Employment is still the main concern in Acadia. It is for this reason that in recent years there has been strong opposition from Acadian communities to changes in certain federal and provincial government programs. At the federal level, a prime example is unemployment insurance, renamed employment insurance in 1996 following a tightening of eligibility criteria and a reduction in the amount and duration of benefits. Major protests were held in regions in which economic activity is closely linked to fishing, and this issue is still of great concern.
People who work in seasonal industries depend on employment insurance during the off-season. In January 2005, the unemployment rate stood at 15.5 per cent in Nova Scotia's Cape Breton and 16.1 per cent in northeastern New Brunswick, compared with a national average of 7 per cent. The employment-population ratios in these two areas were 41.1 per cent and 45.6 per cent respectively, compared with 62.7 per cent for the country as a whole. These figures allow us to better understand the reaction of Acadian workers toward reforms to government programs. Despite this situation, the population does not welcome any and all new jobs. The construction of an incinerator for contaminated soils in northern New Brunswick aroused widespread opposition.

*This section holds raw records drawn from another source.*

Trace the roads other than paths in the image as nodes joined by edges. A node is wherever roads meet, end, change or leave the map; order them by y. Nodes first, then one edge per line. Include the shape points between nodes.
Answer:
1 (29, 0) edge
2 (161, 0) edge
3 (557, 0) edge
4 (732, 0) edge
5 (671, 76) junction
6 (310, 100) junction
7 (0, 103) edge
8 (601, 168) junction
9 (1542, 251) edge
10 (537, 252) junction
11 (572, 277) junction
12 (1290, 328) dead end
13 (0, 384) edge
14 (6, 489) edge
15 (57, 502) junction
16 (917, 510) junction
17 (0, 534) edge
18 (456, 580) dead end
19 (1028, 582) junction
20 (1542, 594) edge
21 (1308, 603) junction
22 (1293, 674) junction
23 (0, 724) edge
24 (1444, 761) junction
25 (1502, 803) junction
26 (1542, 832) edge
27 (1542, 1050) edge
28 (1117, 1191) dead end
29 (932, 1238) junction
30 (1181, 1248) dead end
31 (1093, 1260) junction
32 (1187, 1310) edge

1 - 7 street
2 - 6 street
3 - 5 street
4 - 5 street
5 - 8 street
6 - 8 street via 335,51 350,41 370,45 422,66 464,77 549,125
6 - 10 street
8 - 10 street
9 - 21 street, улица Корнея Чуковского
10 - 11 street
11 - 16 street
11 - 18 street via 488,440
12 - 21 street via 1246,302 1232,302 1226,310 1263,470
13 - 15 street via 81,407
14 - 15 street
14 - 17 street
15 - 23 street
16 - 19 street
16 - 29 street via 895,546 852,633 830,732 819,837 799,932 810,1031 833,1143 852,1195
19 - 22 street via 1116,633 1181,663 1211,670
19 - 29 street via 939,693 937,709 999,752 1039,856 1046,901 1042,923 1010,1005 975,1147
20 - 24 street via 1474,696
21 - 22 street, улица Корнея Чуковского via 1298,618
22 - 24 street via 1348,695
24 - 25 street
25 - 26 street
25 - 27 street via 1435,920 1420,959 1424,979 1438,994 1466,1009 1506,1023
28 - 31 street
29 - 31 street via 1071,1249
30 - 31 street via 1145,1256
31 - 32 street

Access to services throughout the area is a major challenge. In New Brunswick, for example, the debate has crystallized around healthcare delivery. Rationalization leads to greater institutional specialization and more centralized services, resulting in fewer jobs for healthcare workers and exacerbating the differences between rural and urban areas. As labour market data show, efforts to diversify the economic base have produced disappointing results in several regions.